■ **Problem to work on**
Please retype the entries that follow exactly as they are, leaving the images behind.

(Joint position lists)
· · ·
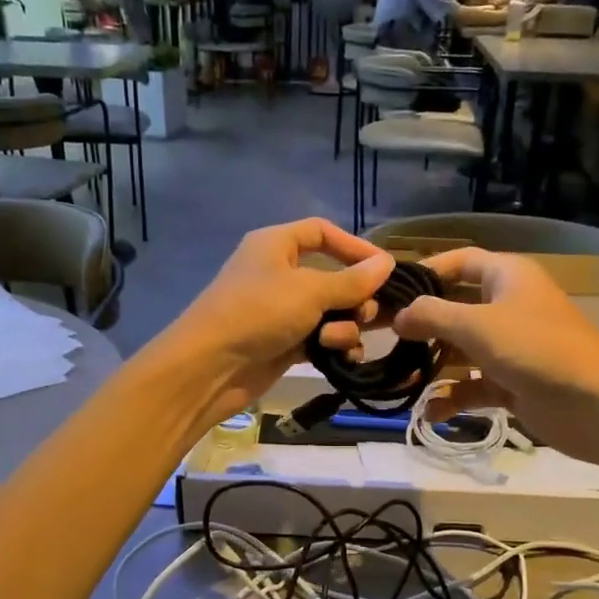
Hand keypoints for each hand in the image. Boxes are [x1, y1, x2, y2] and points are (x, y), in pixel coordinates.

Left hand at [159, 218, 394, 422]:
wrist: (211, 367)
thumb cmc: (258, 313)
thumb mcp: (310, 291)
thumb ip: (352, 280)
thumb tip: (387, 263)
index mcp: (277, 245)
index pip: (322, 232)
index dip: (354, 247)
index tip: (383, 268)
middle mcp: (279, 273)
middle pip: (333, 277)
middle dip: (355, 297)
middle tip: (367, 315)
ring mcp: (281, 311)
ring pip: (331, 312)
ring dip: (344, 327)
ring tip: (337, 341)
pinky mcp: (284, 344)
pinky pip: (321, 338)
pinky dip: (333, 346)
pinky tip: (342, 359)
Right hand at [391, 248, 598, 461]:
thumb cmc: (536, 350)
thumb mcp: (477, 326)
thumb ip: (432, 316)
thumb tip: (398, 315)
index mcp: (507, 277)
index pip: (460, 261)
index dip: (426, 271)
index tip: (391, 292)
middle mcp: (507, 307)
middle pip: (455, 308)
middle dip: (422, 325)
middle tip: (382, 339)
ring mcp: (510, 348)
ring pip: (461, 351)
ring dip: (433, 365)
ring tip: (400, 379)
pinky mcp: (512, 384)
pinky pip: (473, 386)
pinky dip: (453, 398)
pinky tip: (430, 413)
· · ·
■ **Answer**
Hand keypoints for each hand in the image. Boxes are [x1, y1, x2, y2] and points are (x, y), in pixel coordinates.

Left hand at [159, 218, 394, 422]:
wrist: (211, 367)
thumb cmc: (258, 313)
thumb mcp: (310, 291)
thumb ip: (352, 280)
thumb tip: (387, 263)
index mcp: (277, 245)
index pip: (322, 232)
index dip: (354, 247)
index tip: (383, 268)
middle mcp: (279, 273)
middle pip: (333, 277)
middle dip: (355, 297)
middle tip: (367, 315)
ring mcp: (281, 311)
ring pip: (331, 312)
ring dip: (344, 327)
ring tip: (337, 341)
pinky mcp: (284, 344)
pinky pip: (321, 338)
pinky dip: (333, 346)
pinky tip: (342, 359)
Right hand at [391, 248, 598, 461]:
thumb cmc: (536, 350)
thumb mcp: (477, 326)
thumb ip: (432, 316)
thumb tip: (398, 315)
index mcp: (507, 277)
index pip: (460, 261)
index dip: (426, 271)
index tip: (391, 292)
middle mcp: (507, 307)
middle pip: (455, 308)
middle dip: (422, 325)
middle tip: (382, 339)
ring mcp: (510, 348)
ring pip: (461, 351)
ring dip: (433, 365)
ring tip: (400, 379)
pinky mcp: (512, 384)
pinky pip: (473, 386)
pinky dip: (453, 398)
pinky tip: (430, 413)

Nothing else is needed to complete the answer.